**WORK INSTRUCTION:**
When a line of the records below contains the string "Оливковая", copy that whole line.

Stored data
####

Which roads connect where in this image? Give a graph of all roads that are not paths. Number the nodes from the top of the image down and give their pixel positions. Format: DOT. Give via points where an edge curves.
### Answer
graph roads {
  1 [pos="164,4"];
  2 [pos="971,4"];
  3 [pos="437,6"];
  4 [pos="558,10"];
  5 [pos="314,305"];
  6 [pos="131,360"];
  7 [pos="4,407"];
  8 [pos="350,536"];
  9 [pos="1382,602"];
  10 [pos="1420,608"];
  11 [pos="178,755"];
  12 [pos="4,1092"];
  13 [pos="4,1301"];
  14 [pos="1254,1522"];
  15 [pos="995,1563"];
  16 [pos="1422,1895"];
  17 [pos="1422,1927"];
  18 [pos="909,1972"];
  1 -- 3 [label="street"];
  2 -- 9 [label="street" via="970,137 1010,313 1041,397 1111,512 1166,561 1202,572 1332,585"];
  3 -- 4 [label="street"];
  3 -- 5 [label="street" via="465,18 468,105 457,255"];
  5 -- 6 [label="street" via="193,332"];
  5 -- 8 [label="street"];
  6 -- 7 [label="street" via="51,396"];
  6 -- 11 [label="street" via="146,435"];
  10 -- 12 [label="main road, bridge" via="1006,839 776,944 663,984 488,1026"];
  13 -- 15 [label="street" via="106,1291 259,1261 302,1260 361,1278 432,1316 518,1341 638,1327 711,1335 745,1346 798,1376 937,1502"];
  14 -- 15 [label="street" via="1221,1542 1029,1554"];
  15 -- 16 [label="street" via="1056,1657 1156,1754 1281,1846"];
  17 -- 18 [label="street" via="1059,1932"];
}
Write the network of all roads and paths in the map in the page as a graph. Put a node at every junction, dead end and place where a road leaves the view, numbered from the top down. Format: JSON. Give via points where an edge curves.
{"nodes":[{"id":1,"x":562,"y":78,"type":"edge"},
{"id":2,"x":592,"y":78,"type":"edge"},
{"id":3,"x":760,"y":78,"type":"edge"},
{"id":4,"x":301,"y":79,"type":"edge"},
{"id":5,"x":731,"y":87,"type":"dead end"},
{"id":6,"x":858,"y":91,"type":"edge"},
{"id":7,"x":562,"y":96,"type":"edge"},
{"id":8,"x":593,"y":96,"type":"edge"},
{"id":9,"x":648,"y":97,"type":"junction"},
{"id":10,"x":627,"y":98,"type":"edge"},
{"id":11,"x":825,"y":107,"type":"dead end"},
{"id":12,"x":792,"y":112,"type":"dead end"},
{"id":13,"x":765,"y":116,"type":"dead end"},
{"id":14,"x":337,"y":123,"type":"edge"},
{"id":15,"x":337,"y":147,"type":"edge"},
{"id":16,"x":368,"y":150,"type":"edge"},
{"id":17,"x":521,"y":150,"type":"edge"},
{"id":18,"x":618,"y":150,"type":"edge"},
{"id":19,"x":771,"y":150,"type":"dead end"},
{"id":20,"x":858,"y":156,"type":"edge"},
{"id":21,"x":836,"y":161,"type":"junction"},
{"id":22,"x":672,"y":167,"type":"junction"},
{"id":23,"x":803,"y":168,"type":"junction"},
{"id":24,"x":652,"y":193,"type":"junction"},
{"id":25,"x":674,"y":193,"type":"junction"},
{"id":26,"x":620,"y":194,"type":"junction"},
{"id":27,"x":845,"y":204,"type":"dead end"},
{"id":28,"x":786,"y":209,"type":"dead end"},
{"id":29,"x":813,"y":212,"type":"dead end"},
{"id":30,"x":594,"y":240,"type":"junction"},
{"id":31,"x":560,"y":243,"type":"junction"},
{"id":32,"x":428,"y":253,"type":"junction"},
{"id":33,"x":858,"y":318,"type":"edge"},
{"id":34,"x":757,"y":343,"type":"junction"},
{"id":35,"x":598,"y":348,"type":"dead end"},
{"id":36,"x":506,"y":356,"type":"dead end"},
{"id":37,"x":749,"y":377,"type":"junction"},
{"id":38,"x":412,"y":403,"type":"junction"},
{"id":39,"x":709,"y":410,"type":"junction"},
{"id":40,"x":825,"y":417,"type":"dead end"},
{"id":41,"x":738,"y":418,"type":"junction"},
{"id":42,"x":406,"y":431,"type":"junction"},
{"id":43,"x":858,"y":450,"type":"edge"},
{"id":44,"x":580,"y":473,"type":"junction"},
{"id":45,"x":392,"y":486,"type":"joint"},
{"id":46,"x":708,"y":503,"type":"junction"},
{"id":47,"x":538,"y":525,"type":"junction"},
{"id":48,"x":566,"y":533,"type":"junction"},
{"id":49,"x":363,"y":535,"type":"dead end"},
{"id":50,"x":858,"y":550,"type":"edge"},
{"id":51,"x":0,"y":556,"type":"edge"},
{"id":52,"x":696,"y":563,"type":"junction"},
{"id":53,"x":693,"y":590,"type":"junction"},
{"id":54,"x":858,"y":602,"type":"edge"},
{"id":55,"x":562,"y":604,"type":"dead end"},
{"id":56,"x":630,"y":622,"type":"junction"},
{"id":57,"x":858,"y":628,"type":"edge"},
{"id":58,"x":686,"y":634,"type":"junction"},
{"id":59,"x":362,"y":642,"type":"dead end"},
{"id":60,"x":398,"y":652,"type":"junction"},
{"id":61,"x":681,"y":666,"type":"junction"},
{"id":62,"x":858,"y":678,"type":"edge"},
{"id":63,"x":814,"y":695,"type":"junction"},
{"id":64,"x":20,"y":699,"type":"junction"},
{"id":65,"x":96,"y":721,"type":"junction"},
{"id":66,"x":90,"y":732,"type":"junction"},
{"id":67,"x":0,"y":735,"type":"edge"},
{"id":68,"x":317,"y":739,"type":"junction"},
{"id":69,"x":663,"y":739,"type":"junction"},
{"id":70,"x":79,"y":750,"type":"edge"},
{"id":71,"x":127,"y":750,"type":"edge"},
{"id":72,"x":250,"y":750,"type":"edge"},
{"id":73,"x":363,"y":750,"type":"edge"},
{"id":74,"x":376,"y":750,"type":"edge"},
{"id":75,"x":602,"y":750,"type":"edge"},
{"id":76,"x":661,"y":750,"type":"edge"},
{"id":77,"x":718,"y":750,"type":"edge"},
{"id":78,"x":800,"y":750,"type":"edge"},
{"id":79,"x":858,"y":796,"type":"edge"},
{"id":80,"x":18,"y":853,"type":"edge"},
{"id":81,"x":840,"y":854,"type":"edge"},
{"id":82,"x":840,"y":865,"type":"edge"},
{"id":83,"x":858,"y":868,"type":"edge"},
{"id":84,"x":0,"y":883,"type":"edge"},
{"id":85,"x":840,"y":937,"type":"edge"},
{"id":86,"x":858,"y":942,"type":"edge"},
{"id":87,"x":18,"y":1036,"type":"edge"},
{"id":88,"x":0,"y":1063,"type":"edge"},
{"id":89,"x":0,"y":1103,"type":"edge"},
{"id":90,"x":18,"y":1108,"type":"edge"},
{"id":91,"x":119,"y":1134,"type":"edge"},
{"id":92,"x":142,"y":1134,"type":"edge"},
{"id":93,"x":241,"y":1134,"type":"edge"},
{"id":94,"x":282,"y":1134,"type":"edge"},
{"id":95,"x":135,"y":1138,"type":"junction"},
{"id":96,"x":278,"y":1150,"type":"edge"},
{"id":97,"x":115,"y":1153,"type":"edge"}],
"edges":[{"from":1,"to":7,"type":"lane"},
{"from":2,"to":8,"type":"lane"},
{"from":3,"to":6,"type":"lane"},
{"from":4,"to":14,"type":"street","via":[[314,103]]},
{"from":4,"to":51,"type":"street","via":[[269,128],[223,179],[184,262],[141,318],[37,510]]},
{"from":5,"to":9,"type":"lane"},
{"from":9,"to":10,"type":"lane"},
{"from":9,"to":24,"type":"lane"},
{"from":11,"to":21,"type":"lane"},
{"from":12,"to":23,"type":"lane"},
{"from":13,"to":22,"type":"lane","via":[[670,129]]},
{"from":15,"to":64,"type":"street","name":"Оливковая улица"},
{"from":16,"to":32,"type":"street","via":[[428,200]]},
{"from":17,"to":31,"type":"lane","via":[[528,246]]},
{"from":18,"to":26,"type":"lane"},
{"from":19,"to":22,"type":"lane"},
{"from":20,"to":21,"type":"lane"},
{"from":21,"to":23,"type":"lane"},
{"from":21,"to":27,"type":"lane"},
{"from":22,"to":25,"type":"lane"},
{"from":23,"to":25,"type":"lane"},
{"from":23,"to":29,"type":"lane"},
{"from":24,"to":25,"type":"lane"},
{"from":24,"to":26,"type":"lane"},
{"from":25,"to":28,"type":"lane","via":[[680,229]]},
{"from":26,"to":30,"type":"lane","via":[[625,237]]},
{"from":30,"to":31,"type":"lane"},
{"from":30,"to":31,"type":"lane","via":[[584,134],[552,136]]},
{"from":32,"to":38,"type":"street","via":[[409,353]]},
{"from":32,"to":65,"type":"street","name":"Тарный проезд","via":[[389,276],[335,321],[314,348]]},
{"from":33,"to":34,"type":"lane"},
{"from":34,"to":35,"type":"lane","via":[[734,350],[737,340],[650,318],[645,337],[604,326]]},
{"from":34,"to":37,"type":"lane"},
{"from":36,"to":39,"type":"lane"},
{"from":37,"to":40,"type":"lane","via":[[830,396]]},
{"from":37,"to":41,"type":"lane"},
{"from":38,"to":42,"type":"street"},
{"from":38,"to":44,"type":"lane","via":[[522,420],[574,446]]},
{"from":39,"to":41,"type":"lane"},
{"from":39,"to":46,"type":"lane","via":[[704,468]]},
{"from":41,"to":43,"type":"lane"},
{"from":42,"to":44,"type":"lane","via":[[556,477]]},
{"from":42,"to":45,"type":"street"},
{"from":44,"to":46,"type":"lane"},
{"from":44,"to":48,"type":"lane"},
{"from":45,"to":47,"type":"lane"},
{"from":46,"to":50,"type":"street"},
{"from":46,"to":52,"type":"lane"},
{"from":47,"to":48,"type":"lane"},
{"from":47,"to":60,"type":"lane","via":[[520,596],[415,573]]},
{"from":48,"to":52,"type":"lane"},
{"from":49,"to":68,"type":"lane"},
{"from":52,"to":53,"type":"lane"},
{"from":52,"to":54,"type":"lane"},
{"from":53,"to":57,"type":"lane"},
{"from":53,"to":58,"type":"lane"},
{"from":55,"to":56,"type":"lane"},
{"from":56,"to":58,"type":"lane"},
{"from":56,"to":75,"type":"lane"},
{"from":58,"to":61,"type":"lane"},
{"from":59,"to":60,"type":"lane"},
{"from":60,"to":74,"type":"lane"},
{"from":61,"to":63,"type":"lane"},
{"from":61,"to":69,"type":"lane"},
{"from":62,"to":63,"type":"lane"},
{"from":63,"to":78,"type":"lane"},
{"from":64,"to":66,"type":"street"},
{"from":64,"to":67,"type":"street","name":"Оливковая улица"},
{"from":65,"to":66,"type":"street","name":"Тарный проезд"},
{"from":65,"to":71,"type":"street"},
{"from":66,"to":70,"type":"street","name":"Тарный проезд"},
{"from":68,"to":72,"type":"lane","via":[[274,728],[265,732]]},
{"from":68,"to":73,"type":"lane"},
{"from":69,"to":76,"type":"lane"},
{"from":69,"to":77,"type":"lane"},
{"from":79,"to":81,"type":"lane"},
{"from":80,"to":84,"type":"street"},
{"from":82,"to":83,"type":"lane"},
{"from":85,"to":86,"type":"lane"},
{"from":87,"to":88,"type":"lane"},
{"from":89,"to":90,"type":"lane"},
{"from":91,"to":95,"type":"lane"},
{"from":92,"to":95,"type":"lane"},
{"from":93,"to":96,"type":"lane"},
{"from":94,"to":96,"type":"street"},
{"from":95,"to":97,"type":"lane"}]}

####

**EXPECTED ANSWER:**
{"from":15,"to":64,"type":"street","name":"Оливковая улица"},
{"from":64,"to":67,"type":"street","name":"Оливковая улица"},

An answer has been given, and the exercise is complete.